Just like store-bought

Now those are words I really didn’t expect to be writing about a home-made chutney creation, but I have to admit that last year’s mango ginger chutney is not knocking my socks off right now. The color is good, a deep golden brown, and the texture is the perfect mix between slightly chewy mango chunks and a dark syrupy liquid binding it all together.

But it reminds me of a somewhat dumbed-down version of the Sharwoods Mango Chutney they served in Indian restaurants in Britain, a key element of those late-night meals in the Selly Oak curry houses after the pubs closed. It’s pleasant enough, but I have to admit it’s nothing special. It’s rather too sweet, it’s not particularly spicy and there are way too many raisins.
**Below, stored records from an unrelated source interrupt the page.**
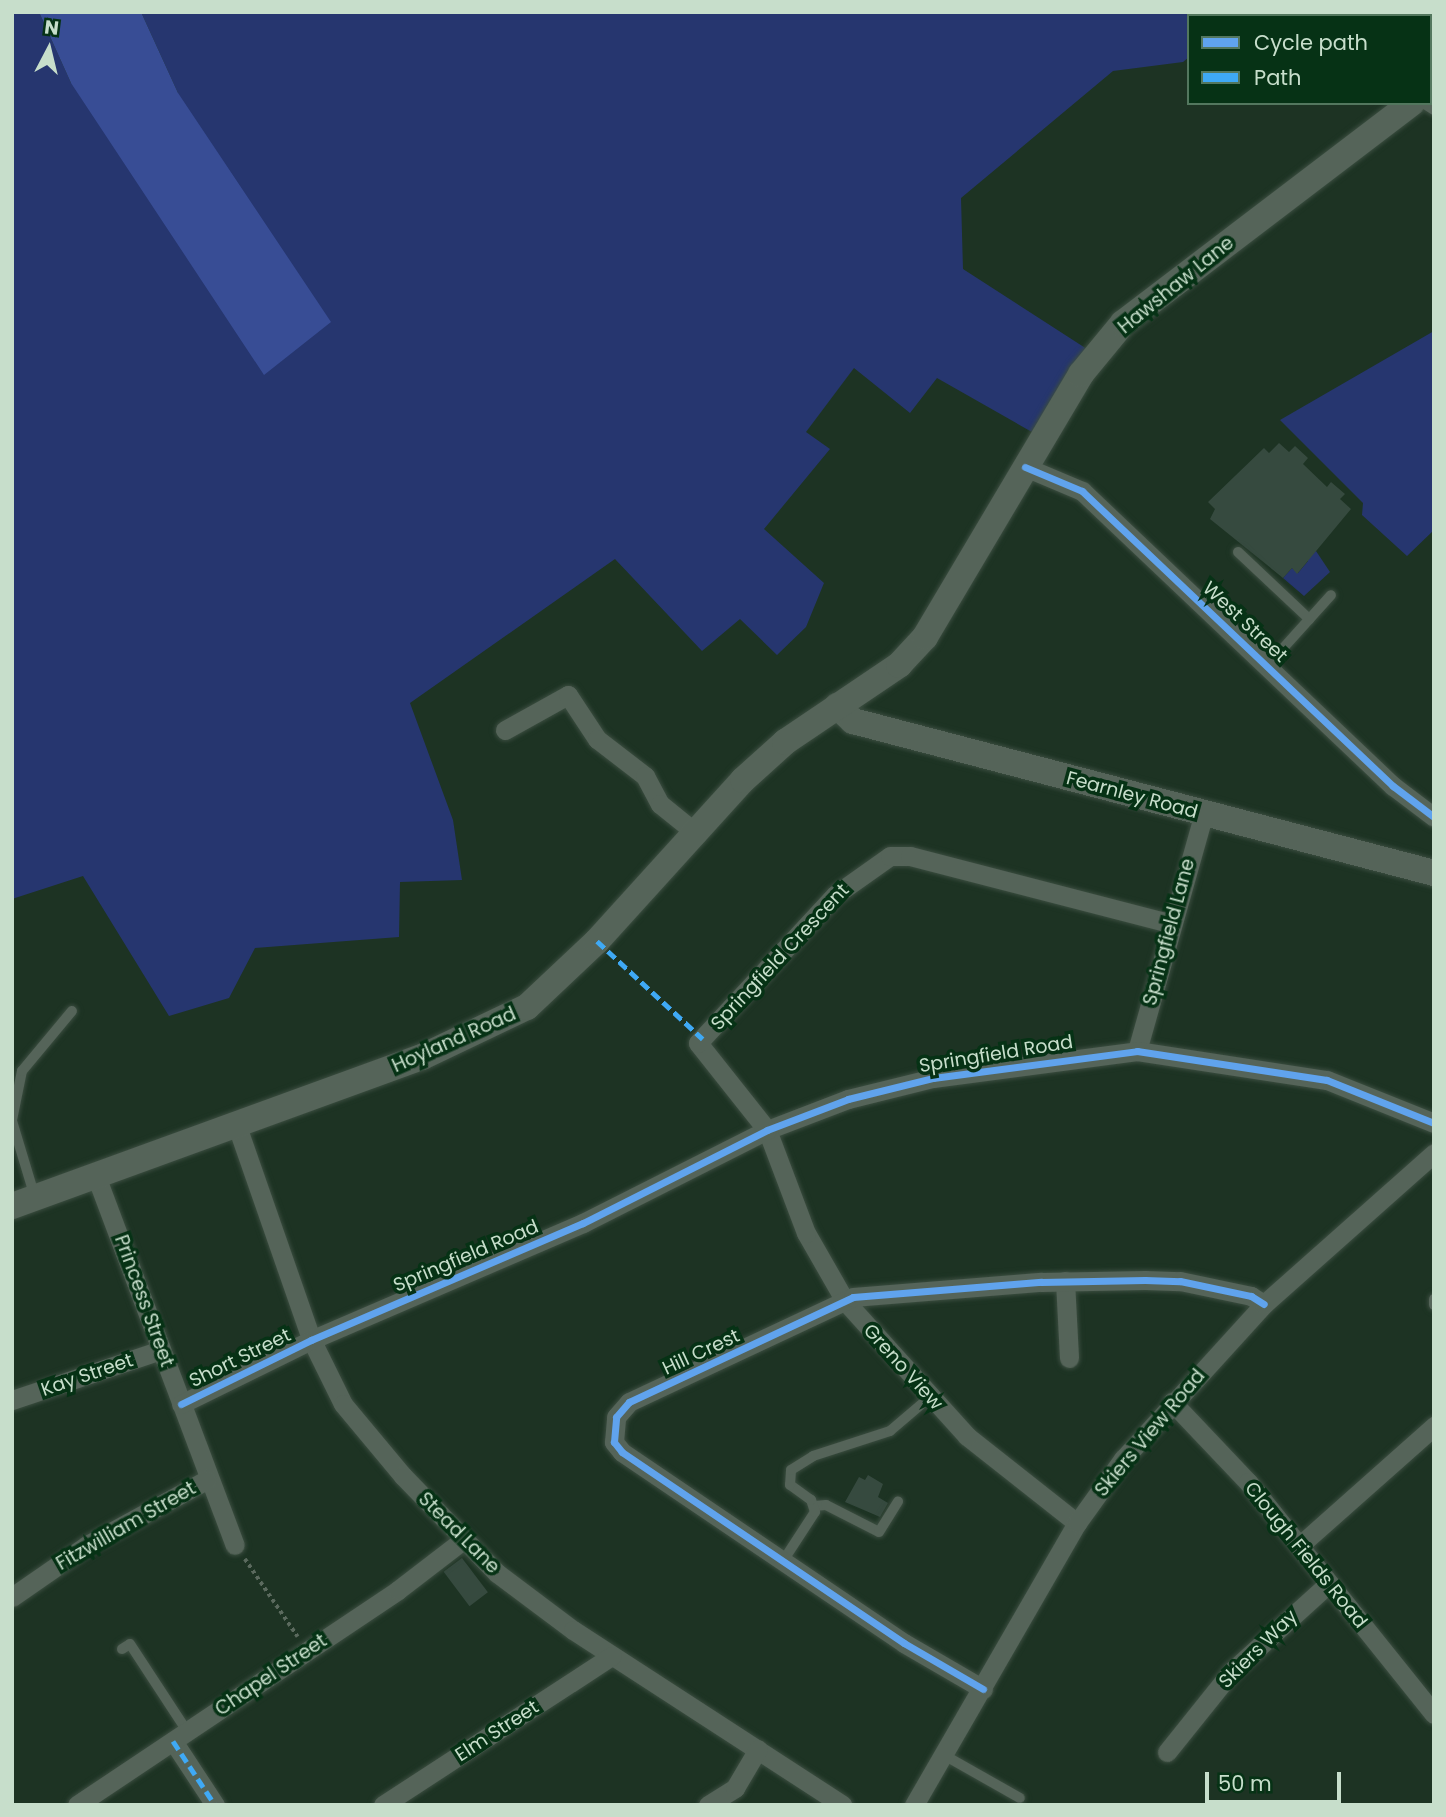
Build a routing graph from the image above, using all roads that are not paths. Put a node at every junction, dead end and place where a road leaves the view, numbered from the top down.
1 (1409, 105) edge
2 (1024, 467) junction
3 (1238, 552) dead end
4 (1331, 595) dead end
5 (1309, 620) junction
6 (1268, 665) junction
7 (837, 706) junction
8 (505, 730) dead end
9 (1204, 814) junction
10 (1434, 817) edge
11 (697, 834) junction
12 (1434, 873) edge
13 (1170, 923) junction
14 (72, 1011) dead end
15 (1137, 1051) junction
16 (12, 1120) edge
17 (1434, 1123) edge
18 (237, 1126) junction
19 (767, 1130) junction
20 (1434, 1153) edge
21 (96, 1176) junction
22 (24, 1202) edge
23 (1065, 1281) junction
24 (1434, 1299) edge
25 (845, 1301) junction
26 (1264, 1304) junction
27 (1434, 1305) edge
28 (312, 1340) junction
29 (161, 1350) junction
30 (1069, 1358) dead end
31 (930, 1397) junction
32 (12, 1400) edge
33 (1172, 1402) junction
34 (181, 1404) junction
35 (1434, 1426) edge
36 (206, 1480) junction
37 (898, 1501) dead end
38 (814, 1506) junction
39 (1077, 1522) junction
40 (463, 1540) junction
41 (235, 1545) road end
42 (1299, 1546) junction
43 (783, 1561) junction
44 (1329, 1583) junction
45 (12, 1597) edge
46 (122, 1649) dead end
47 (612, 1656) junction
48 (983, 1689) junction
49 (1434, 1714) edge
50 (180, 1736) junction
51 (758, 1749) junction
52 (1167, 1752) dead end
53 (944, 1755) junction
54 (1020, 1798) dead end
55 (77, 1805) edge
56 (215, 1805) edge
57 (383, 1805) edge
58 (708, 1805) edge
59 (842, 1805) edge
60 (914, 1805) edge

1 - 2 main road, Hawshaw Lane
2 - 6 street, West Street
2 - 7 main road, Hawshaw Lane
3 - 5 lane
4 - 5 lane
5 - 6 lane
6 - 10 street, West Street
7 - 9 main road, Fearnley Road
7 - 11 main road, Hoyland Road
8 - 11 street
9 - 12 main road, Fearnley Road
9 - 13 street, Springfield Lane
11 - 18 main road, Hoyland Road
13 - 15 street, Springfield Lane
13 - 19 street, Springfield Crescent
14 - 16 lane
15 - 17 street, Springfield Road
15 - 19 street, Springfield Road
16 - 22 lane
18 - 21 main road, Hoyland Road
18 - 28 street, Stead Lane
19 - 25 street, Greno View
19 - 28 street, Springfield Road
20 - 26 street, Skiers View Road
21 - 22 main road, Hoyland Road
21 - 29 street, Princess Street
23 - 25 street, Hill Crest
23 - 26 street, Hill Crest
23 - 30 street
24 - 27 lane
25 - 31 street, Greno View
25 - 43 street, Hill Crest
26 - 33 street, Skiers View Road
28 - 34 street, Short Street
28 - 40 street, Stead Lane
29 - 32 street, Kay Street
29 - 34 street, Princess Street
31 - 38 lane
31 - 39 street, Greno View
33 - 39 street, Skiers View Road
33 - 42 street, Clough Fields Road
34 - 36 street, Princess Street
35 - 42 street
36 - 41 street, Princess Street
36 - 45 street, Fitzwilliam Street
37 - 38 lane
38 - 43 lane
39 - 48 street, Skiers View Road
40 - 47 street, Stead Lane
40 - 50 street, Chapel Street
42 - 44 street, Clough Fields Road
43 - 48 street, Hill Crest
44 - 49 street, Clough Fields Road
44 - 52 street, Skiers Way
46 - 50 lane
47 - 51 street, Stead Lane
47 - 57 street, Elm Street
48 - 53 street, Skiers View Road
50 - 55 street, Chapel Street
50 - 56 street
51 - 58 street
51 - 59 street, Stead Lane
53 - 54 lane
53 - 60 street, Skiers View Road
Just like store-bought, in fact. 😦

This may be the first near dud from what has long been the most reliable of recipe books, a thin, colorful Australian volume that has struck gold almost every time.

Is it possible that a year is too long to keep a chutney — this jar dates back from June last year — and the taste has vanished as the chutney matured?

Or did it taste like this all the time, and I just forgot?

I’m not posting the recipe for this one.

Rating: 3 (out of 5). (And that’s perhaps being generous.) It wins big time for the texture and the color, loses for just not really tasting of anything special at all.


  1. I made mango chutney once — and only once. I decided it’s just not that good (and I left out the raisins) and not worth the mess of peeling and chopping mango. I don’t like the color either. I thought it would be more yellow than brown, even if the store stuff is brown.

  2. I made a mango chutney before and it was really good so I think it’s the recipe (or the chef) rather than the mango. Peeling them isn’t that bad — much easier than peeling apples or pears in my book.